Collected data
______

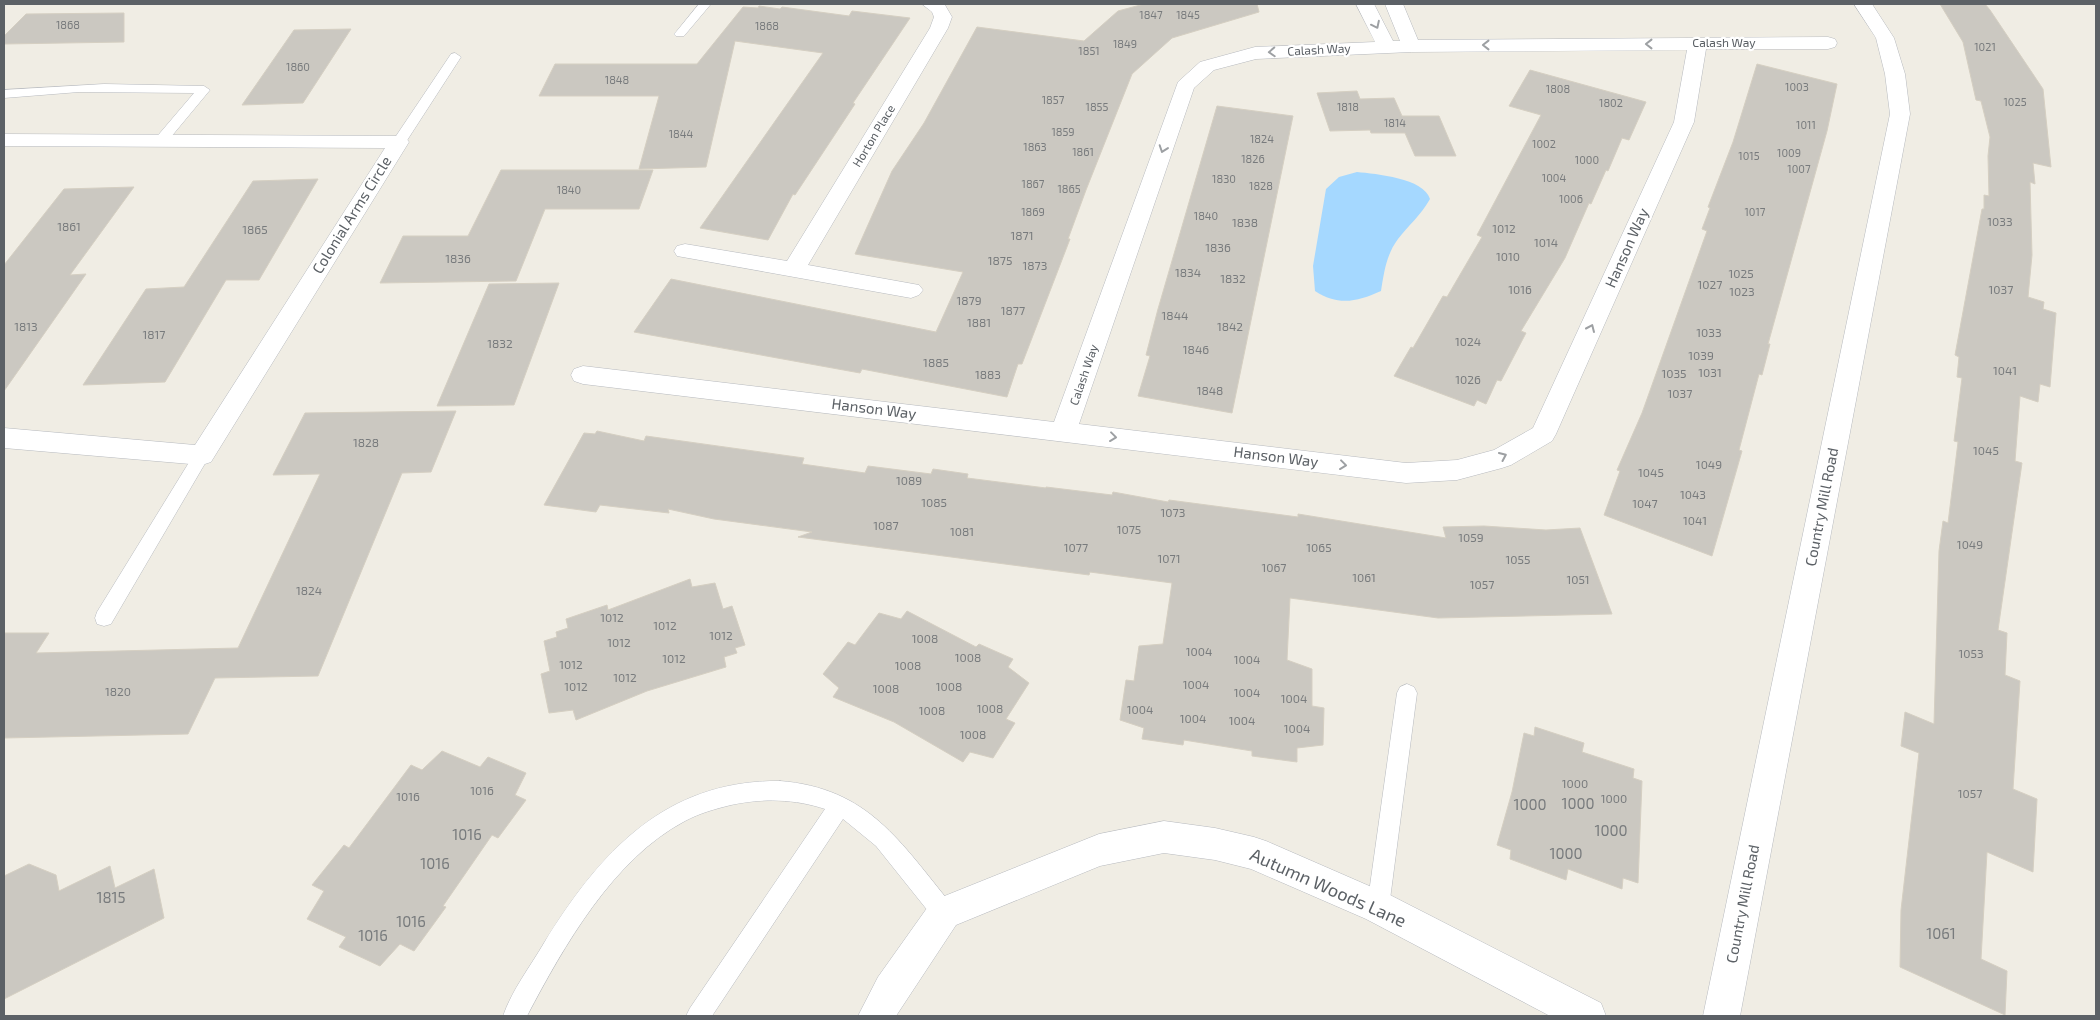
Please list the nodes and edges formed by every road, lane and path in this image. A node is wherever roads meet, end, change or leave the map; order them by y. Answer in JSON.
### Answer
{"nodes":[{"id":1,"x":705,"y":4,"type":"edge"},
{"id":2,"x":931,"y":4,"type":"edge"},
{"id":3,"x":1365,"y":4,"type":"edge"},
{"id":4,"x":1394,"y":4,"type":"edge"},
{"id":5,"x":1863,"y":4,"type":"edge"},
{"id":6,"x":680,"y":34,"type":"dead end"},
{"id":7,"x":1828,"y":43,"type":"dead end"},
{"id":8,"x":1698,"y":44,"type":"junction"},
{"id":9,"x":1411,"y":46,"type":"junction"},
{"id":10,"x":1387,"y":47,"type":"junction"},
{"id":11,"x":455,"y":57,"type":"dead end"},
{"id":12,"x":4,"y":94,"type":"edge"},
{"id":13,"x":4,"y":140,"type":"edge"},
{"id":14,"x":161,"y":140,"type":"junction"},
{"id":15,"x":399,"y":142,"type":"junction"},
{"id":16,"x":685,"y":251,"type":"dead end"},
{"id":17,"x":793,"y":270,"type":"junction"},
{"id":18,"x":911,"y":290,"type":"dead end"},
{"id":19,"x":582,"y":375,"type":"dead end"},
{"id":20,"x":1064,"y":431,"type":"junction"},
{"id":21,"x":4,"y":438,"type":"edge"},
{"id":22,"x":202,"y":455,"type":"junction"},
{"id":23,"x":104,"y":618,"type":"dead end"},
{"id":24,"x":1407,"y":693,"type":"dead end"},
{"id":25,"x":840,"y":806,"type":"junction"},
{"id":26,"x":1378,"y":907,"type":"junction"},
{"id":27,"x":944,"y":913,"type":"junction"},
{"id":28,"x":515,"y":1016,"type":"edge"},
{"id":29,"x":698,"y":1016,"type":"edge"},
{"id":30,"x":876,"y":1016,"type":"edge"},
{"id":31,"x":1588,"y":1016,"type":"edge"},
{"id":32,"x":1721,"y":1016,"type":"edge"}],
"edges":[{"from":1,"to":6,"type":"lane"},
{"from":2,"to":17,"type":"street","name":"Horton Place"},
{"from":3,"to":10,"type":"street","one_way":true},
{"from":4,"to":9,"type":"street"},
{"from":5,"to":32,"type":"street","name":"Country Mill Road"},
{"from":7,"to":8,"type":"street","name":"Calash Way"},
{"from":8,"to":9,"type":"street","name":"Calash Way","one_way":true},
{"from":20,"to":8,"type":"street","name":"Hanson Way","one_way":true},
{"from":9,"to":10,"type":"street","name":"Calash Way"},
{"from":10,"to":20,"type":"street","name":"Calash Way","one_way":true},
{"from":11,"to":15,"type":"lane"},
{"from":12,"to":14,"type":"lane"},
{"from":13,"to":14,"type":"street","name":"Colonial Arms Circle"},
{"from":14,"to":15,"type":"street","name":"Colonial Arms Circle"},
{"from":15,"to":22,"type":"street","name":"Colonial Arms Circle"},
{"from":16,"to":17,"type":"street"},
{"from":17,"to":18,"type":"street"},
{"from":19,"to":20,"type":"street","name":"Hanson Way"},
{"from":21,"to":22,"type":"street"},
{"from":22,"to":23,"type":"lane"},
{"from":24,"to":26,"type":"lane"},
{"from":25,"to":27,"type":"lane"},
{"from":25,"to":28,"type":"lane"},
{"from":25,"to":29,"type":"lane"},
{"from":26,"to":27,"type":"street","name":"Autumn Woods Lane"},
{"from":26,"to":31,"type":"street","name":"Autumn Woods Lane"},
{"from":27,"to":30,"type":"street"}]}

______

Work to complete
Your answer should be a single number: the count of lines in the records that contain "Autumn".

Exercise output
2